Zombie Studios is a developer company based in Seattle, Washington. The Team consists of developers who have worked on such titles like, Blacklight: Retribution, F.E.A.R. 1 and 2, Condemned: Criminal Origins, Saw, and many others. Their line-up only proves they know how to make visually stunning games, as well as compelling and creepy single player games. Daylight is set to reinforce that fact.
Daylight is a first-person survival horror game where you play as an urban explorer who enters an abandoned hospital. The developers at PAX East would not give me more information in terms of the story of the game, such as why the demo starts you off waking up in the lobby of building with nothing but your cell phone as a light source and compass. Immediately you set off and leave by way of a second floor door from the lobby. What is most impressive about Daylight is that from this point on the map is always different every time you start a new game. You have an inventory space of whatever you can pick up with your left hand. Whether you choose to hold onto a road flare or a glow stick, you will have to find one first. While holding onto a road flare or a glow stick you may find pictures or words on walls that will only show up while you are holding the light source. Also what shows up using one source, may not show up while using the other.
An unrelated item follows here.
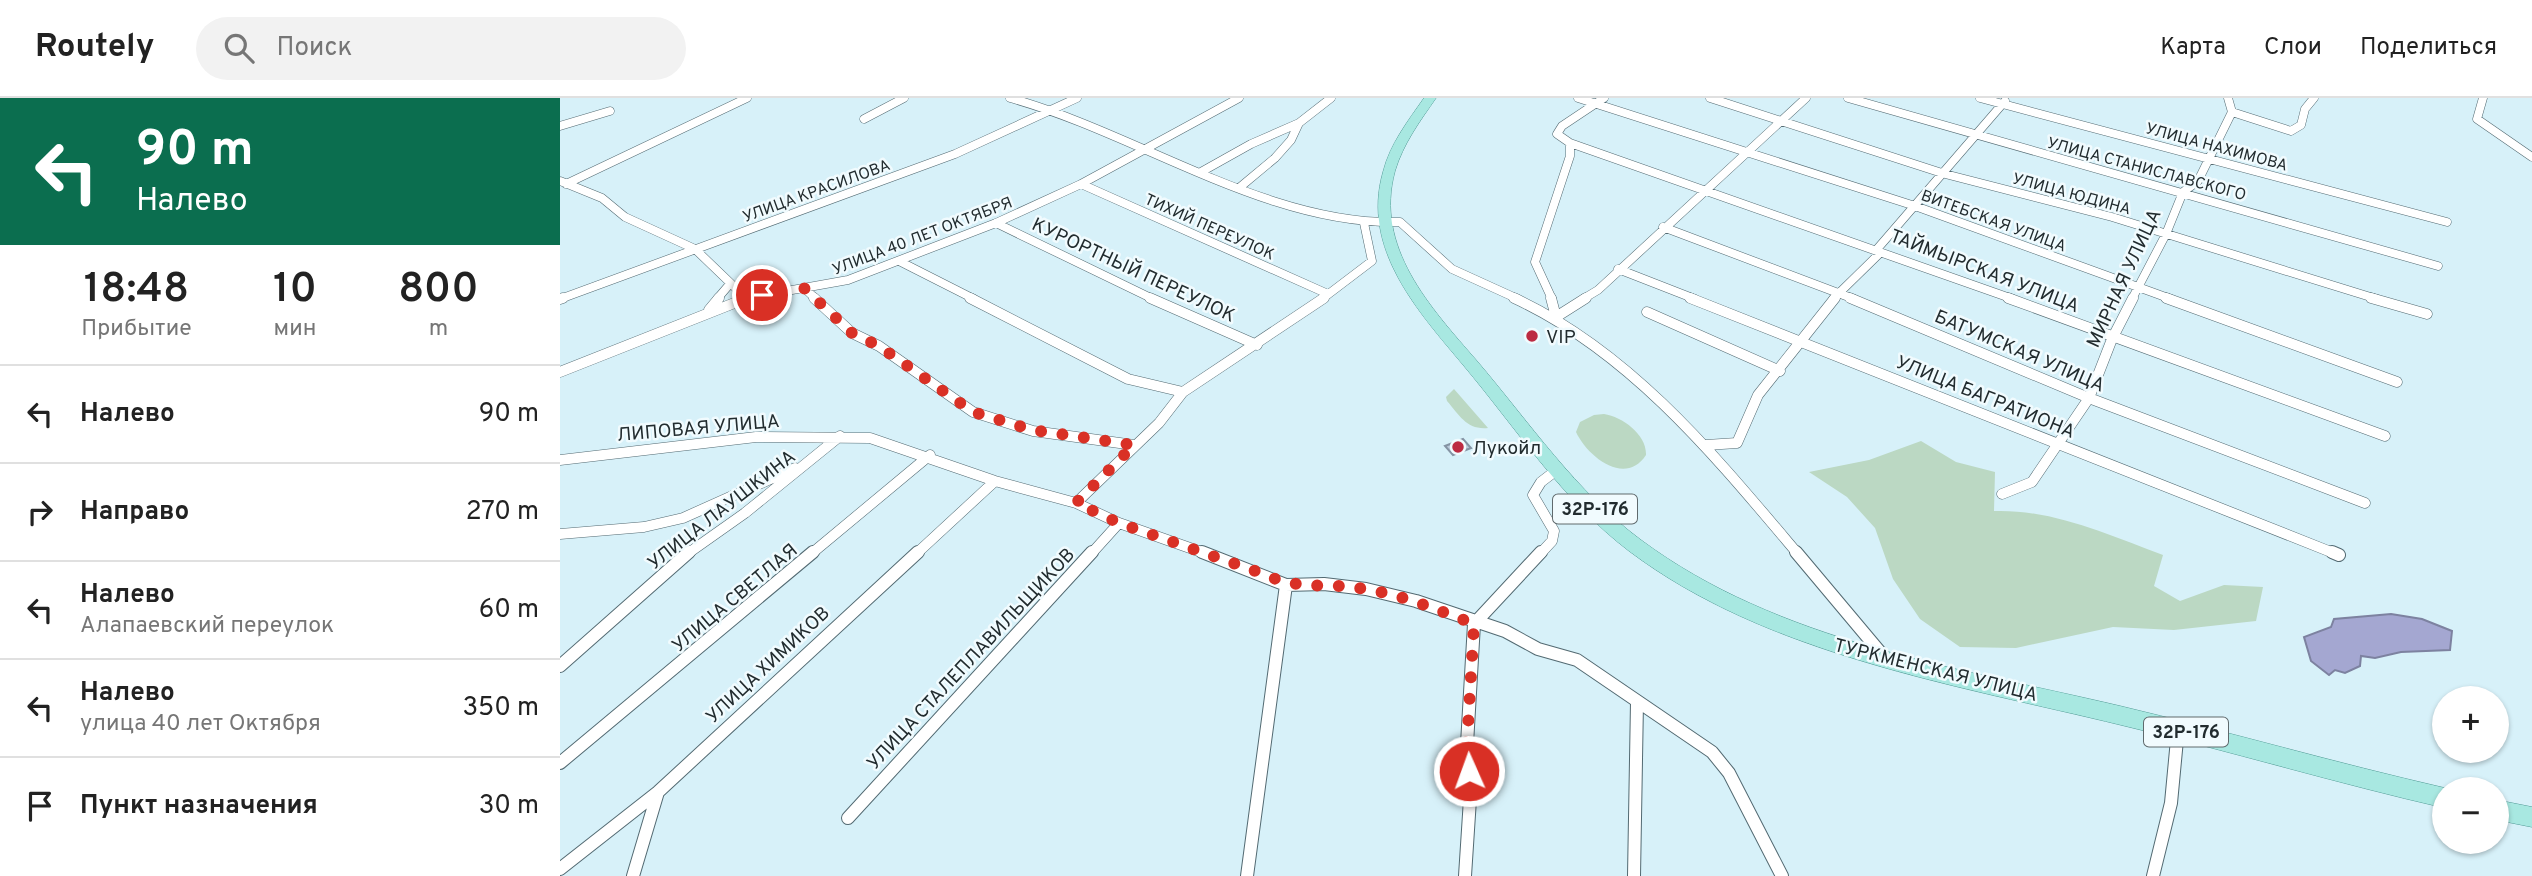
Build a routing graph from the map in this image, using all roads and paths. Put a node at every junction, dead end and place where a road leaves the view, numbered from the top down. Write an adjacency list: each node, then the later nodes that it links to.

So what about the things that show up on the walls? Are they part of the story for Daylight, are they puzzle pieces, or guides that can help you along the game? I have no clue and the developers didn’t want to divulge much information on them. At one point I found what I thought to be a map, but upon attempting to confirm it with the developers, they neither confirmed nor denied my suspicions and managed to refrain from any context clues to help me figure out the answer myself. After getting turned around several times and ending up going through hallways I had been through before and not knowing where to go, I was informed that careful study of the ground will show your footprints giving you some knowledge on whether you had been this way before or not.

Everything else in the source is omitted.